36 Moi, j'ai un témoignage plus grand que celui de Jean; car les oeuvres que le Père m'a donné d'accomplir, ces oeuvres mêmes que je fais, témoignent de moi que c'est le Père qui m'a envoyé.
37 Et le Père qui m'a envoyé a rendu lui-même témoignage de moi. Vous n'avez jamais entendu sa voix, vous n'avez point vu sa face,
38 et sa parole ne demeure point en vous, parce que vous ne croyez pas à celui qu'il a envoyé.
39 Vous sondez les Ecritures, parce que vous pensez avoir en elles la vie éternelle: ce sont elles qui rendent témoignage de moi.
40 Et vous ne voulez pas venir à moi pour avoir la vie!
41 Je ne tire pas ma gloire des hommes.
42 Mais je sais que vous n'avez point en vous l'amour de Dieu.

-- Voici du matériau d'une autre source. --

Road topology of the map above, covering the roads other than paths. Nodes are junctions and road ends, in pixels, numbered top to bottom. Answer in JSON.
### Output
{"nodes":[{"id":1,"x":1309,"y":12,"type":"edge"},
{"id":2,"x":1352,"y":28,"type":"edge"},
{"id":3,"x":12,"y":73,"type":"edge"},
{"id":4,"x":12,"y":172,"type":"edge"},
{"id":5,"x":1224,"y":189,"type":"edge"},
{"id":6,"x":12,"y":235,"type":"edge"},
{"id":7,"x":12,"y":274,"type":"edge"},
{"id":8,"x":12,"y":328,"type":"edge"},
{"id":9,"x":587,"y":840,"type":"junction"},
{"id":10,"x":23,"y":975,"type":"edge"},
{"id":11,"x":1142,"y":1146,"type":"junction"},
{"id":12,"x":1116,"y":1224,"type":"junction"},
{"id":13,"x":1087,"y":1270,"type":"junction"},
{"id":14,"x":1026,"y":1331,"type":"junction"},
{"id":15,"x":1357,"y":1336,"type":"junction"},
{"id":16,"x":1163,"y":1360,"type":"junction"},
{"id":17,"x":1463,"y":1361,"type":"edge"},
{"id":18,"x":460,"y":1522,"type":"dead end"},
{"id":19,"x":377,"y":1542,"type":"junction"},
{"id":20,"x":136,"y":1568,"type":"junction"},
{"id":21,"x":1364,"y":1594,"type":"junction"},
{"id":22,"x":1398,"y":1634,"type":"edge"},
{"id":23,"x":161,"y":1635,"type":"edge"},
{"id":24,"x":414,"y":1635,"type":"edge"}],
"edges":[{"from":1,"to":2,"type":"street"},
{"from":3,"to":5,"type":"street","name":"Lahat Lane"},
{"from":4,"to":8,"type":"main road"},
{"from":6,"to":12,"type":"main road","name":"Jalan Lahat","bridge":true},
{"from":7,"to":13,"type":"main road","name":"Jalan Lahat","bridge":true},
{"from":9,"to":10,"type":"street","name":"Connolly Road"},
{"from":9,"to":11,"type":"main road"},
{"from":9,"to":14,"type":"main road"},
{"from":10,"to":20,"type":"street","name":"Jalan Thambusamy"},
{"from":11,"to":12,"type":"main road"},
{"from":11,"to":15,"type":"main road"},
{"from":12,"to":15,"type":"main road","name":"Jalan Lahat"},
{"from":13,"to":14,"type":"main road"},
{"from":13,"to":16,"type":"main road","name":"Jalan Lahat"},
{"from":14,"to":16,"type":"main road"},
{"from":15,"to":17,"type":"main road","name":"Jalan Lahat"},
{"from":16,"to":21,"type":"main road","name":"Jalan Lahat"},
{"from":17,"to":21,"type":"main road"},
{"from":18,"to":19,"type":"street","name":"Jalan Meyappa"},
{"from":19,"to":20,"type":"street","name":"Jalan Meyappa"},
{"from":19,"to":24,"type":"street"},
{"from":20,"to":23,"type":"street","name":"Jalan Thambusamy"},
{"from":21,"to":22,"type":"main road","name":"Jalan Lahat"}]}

43 Je suis venu au nom de mon Père, et vous ne me recevez pas; si un autre vient en son propre nom, vous le recevrez.
44 Comment pouvez-vous croire, vous qui tirez votre gloire les uns des autres, et qui ne cherchez point la gloire qui vient de Dieu seul?
45 Ne pensez pas que moi je vous accuserai devant le Père; celui qui vous accuse, c'est Moïse, en qui vous avez mis votre espérance.
46 Car si vous croyiez Moïse, vous me croiriez aussi, parce qu'il a écrit de moi.
47 Mais si vous ne croyez pas à ses écrits, comment croirez-vous à mes paroles?